PROVIDED DATA »
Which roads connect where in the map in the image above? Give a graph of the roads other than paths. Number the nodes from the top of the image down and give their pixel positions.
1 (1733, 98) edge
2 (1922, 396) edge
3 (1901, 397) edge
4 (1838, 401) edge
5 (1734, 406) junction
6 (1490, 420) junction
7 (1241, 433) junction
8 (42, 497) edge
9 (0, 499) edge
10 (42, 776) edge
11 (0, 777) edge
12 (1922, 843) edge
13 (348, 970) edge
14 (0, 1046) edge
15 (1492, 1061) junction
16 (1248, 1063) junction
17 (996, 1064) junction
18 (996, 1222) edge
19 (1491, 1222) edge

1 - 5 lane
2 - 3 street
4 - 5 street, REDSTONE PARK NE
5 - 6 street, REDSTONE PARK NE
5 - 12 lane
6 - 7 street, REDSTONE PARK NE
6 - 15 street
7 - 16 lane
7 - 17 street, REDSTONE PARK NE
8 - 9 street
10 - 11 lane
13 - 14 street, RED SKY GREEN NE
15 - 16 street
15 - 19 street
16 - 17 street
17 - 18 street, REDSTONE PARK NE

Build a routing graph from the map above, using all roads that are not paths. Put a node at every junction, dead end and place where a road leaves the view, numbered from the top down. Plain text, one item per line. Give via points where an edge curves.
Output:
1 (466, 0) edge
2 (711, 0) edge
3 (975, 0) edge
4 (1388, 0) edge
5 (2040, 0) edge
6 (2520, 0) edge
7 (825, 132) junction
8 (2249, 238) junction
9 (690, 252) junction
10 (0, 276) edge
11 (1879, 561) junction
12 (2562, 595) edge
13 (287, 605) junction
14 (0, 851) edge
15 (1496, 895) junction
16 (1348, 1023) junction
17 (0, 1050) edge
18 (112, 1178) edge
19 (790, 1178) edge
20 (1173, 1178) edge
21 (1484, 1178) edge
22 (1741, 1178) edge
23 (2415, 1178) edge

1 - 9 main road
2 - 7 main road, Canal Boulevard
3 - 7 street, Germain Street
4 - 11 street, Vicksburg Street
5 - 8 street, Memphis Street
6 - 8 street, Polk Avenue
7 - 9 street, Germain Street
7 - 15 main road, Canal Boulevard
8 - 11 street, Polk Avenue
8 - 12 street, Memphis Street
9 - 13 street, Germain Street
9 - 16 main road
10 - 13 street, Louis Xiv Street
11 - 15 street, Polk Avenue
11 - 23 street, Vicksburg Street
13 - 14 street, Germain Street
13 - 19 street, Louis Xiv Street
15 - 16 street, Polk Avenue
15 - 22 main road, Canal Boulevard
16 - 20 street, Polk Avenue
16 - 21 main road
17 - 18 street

ACTIVITY »
Could you retype exactly the lines from the first one of the records through the line containing "Build a routing", both included, and nothing more?

ANSWER SPACE »
Which roads connect where in the map in the image above? Give a graph of the roads other than paths. Number the nodes from the top of the image down and give their pixel positions.
1 (1733, 98) edge
2 (1922, 396) edge
3 (1901, 397) edge
4 (1838, 401) edge
5 (1734, 406) junction
6 (1490, 420) junction
7 (1241, 433) junction
8 (42, 497) edge
9 (0, 499) edge
10 (42, 776) edge
11 (0, 777) edge
12 (1922, 843) edge
13 (348, 970) edge
14 (0, 1046) edge
15 (1492, 1061) junction
16 (1248, 1063) junction
17 (996, 1064) junction
18 (996, 1222) edge
19 (1491, 1222) edge

1 - 5 lane
2 - 3 street
4 - 5 street, REDSTONE PARK NE
5 - 6 street, REDSTONE PARK NE
5 - 12 lane
6 - 7 street, REDSTONE PARK NE
6 - 15 street
7 - 16 lane
7 - 17 street, REDSTONE PARK NE
8 - 9 street
10 - 11 lane
13 - 14 street, RED SKY GREEN NE
15 - 16 street
15 - 19 street
16 - 17 street
17 - 18 street, REDSTONE PARK NE

Build a routing graph from the map above, using all roads that are not paths. Put a node at every junction, dead end and place where a road leaves the view, numbered from the top down. Plain text, one item per line. Give via points where an edge curves.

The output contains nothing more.